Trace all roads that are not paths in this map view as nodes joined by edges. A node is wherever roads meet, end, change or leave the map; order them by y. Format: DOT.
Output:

...

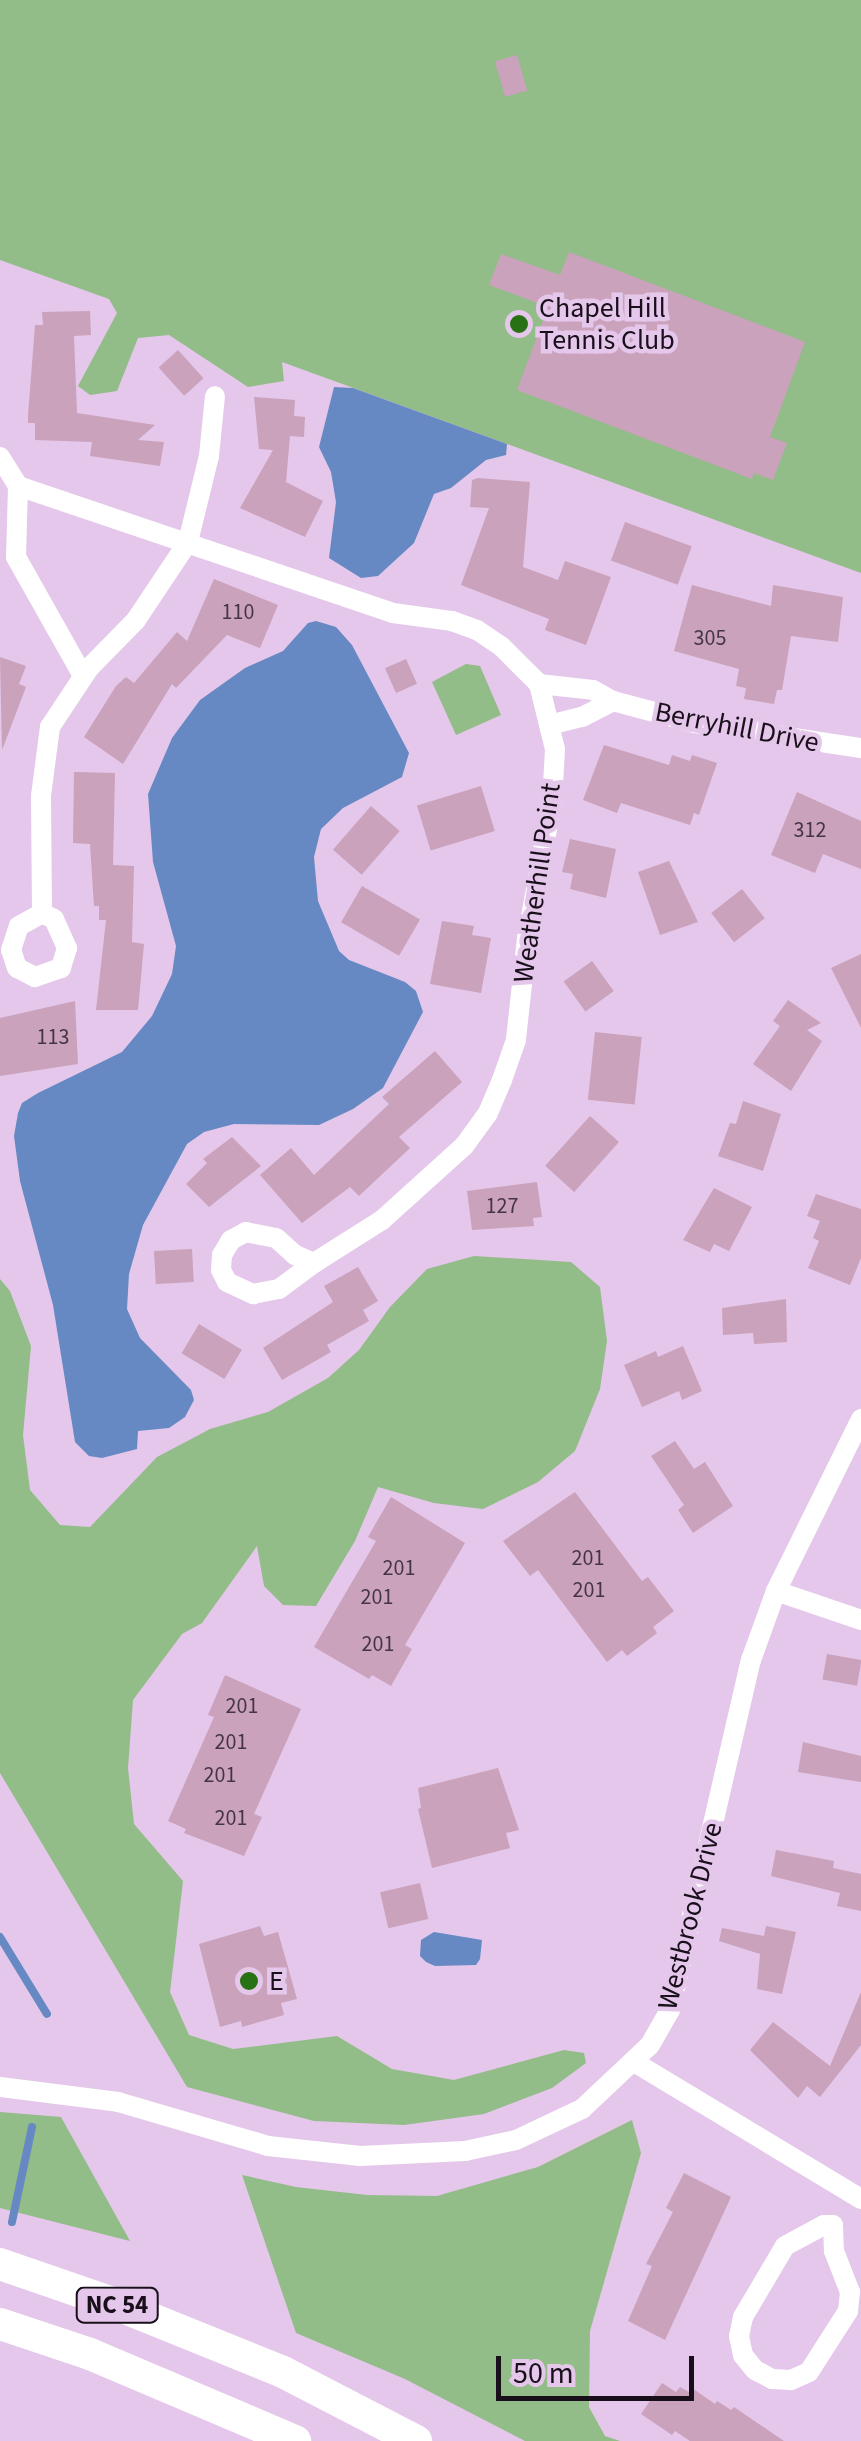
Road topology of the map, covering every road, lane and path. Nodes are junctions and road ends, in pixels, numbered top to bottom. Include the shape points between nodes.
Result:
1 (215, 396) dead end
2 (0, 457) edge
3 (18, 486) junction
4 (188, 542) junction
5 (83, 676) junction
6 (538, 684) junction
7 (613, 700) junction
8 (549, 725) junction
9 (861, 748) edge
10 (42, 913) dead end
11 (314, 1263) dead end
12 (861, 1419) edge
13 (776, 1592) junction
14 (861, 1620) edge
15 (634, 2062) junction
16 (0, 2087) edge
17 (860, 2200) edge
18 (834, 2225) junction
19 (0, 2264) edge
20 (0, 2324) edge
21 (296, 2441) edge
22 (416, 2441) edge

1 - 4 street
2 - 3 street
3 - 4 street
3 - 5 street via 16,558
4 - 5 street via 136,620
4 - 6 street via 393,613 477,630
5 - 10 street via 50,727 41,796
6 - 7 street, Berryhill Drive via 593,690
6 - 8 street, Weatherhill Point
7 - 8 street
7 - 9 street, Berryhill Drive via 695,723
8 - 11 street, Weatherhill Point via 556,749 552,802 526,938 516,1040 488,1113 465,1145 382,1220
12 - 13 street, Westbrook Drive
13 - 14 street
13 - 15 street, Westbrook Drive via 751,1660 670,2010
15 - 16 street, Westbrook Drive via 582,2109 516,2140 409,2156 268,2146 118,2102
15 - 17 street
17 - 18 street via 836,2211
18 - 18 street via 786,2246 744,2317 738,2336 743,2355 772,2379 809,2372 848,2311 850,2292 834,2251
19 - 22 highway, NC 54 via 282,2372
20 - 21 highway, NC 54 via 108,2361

==

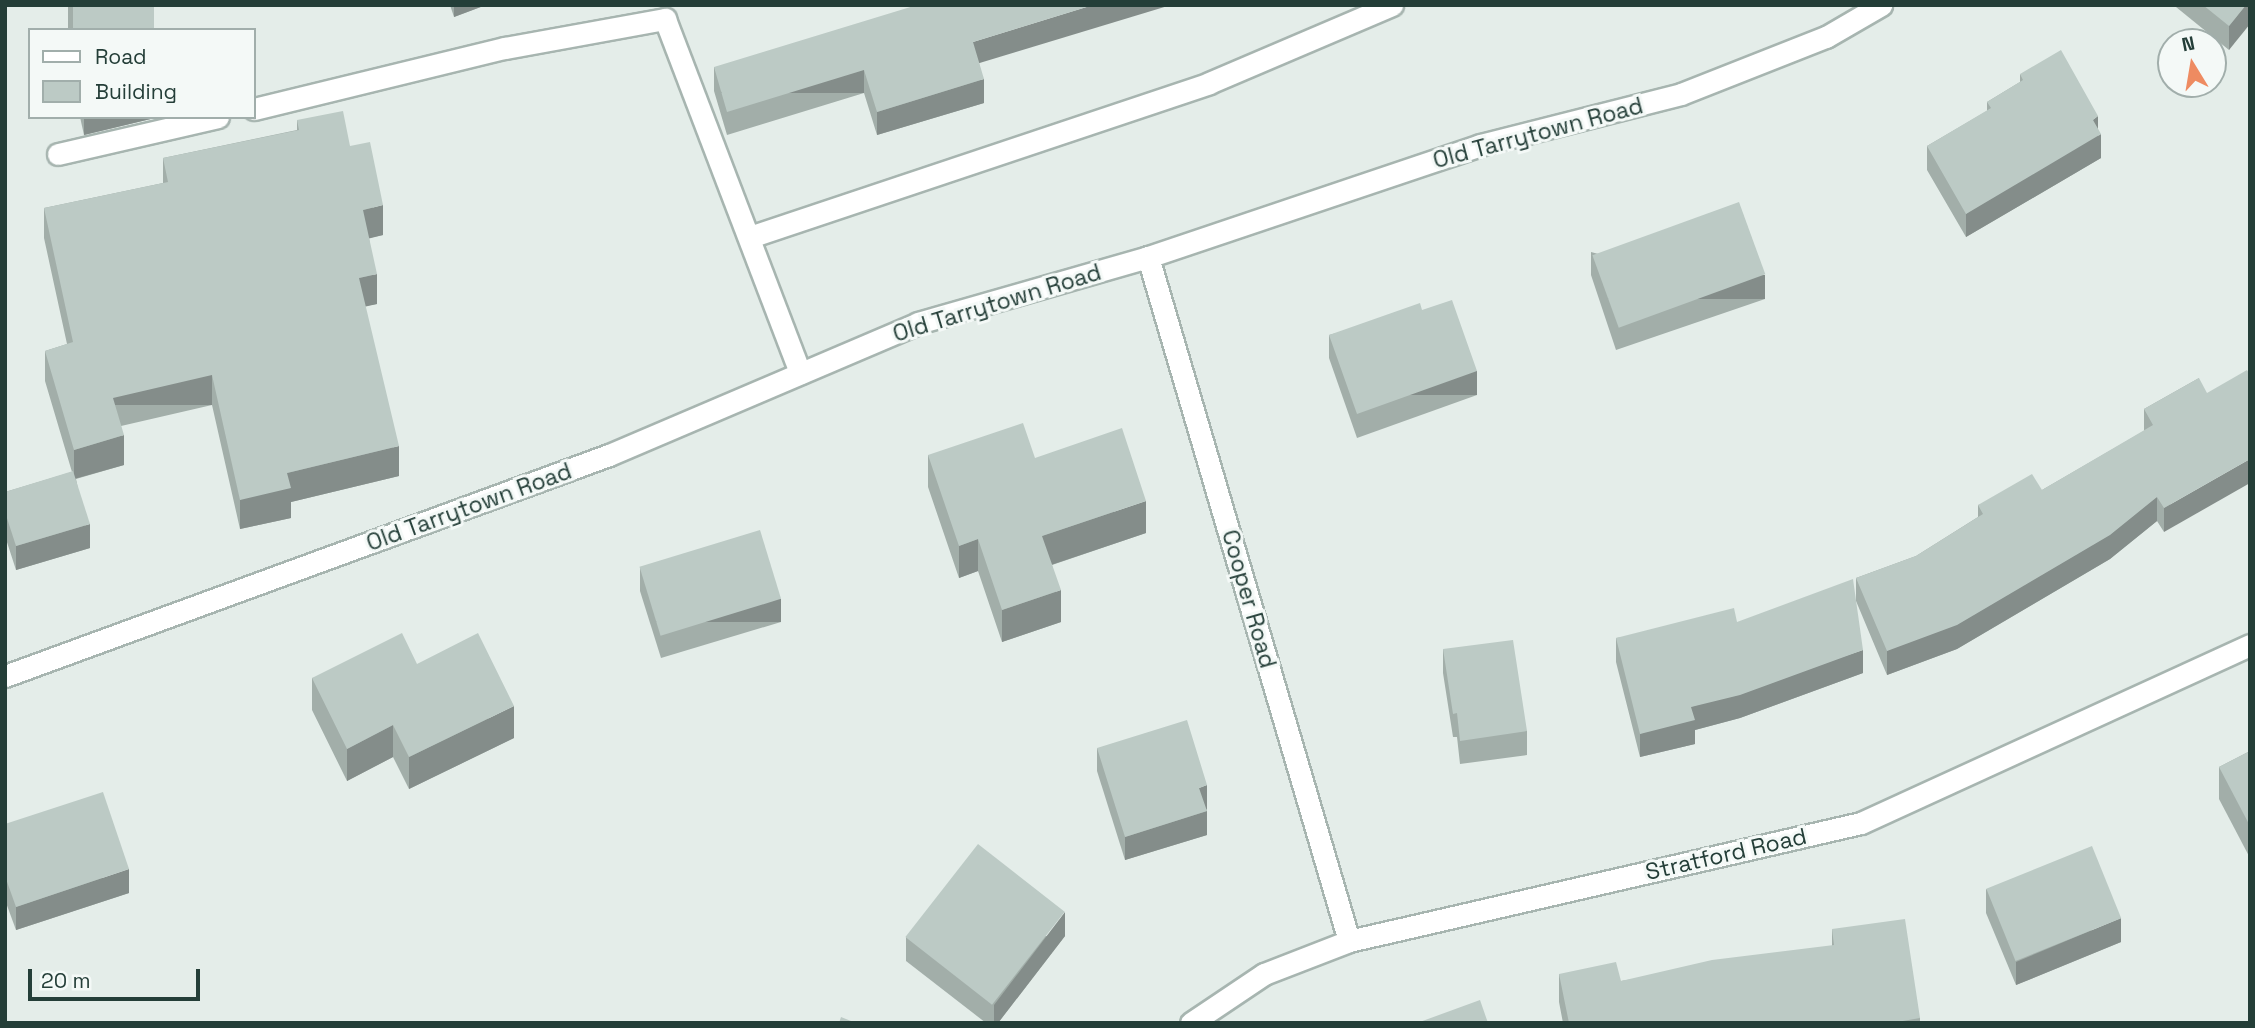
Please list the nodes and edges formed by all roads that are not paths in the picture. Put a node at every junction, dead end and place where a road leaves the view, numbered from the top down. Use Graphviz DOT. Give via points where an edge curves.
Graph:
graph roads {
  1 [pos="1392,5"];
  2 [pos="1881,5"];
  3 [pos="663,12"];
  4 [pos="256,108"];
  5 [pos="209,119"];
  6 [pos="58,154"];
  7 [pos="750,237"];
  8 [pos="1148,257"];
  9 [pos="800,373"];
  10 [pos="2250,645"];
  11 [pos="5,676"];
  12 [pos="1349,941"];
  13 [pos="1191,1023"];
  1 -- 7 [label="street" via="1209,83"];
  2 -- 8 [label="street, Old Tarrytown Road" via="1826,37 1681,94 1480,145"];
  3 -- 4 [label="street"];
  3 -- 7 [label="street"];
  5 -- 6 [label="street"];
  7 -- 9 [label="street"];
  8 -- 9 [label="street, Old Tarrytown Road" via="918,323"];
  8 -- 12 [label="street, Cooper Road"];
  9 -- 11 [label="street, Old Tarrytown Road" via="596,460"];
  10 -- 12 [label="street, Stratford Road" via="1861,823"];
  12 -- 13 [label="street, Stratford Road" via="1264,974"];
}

**EXERCISE REQUIREMENTS**
The word "view" may turn up on some lines of these records; say how many, with no other words.

**ANSWER SECTION**
2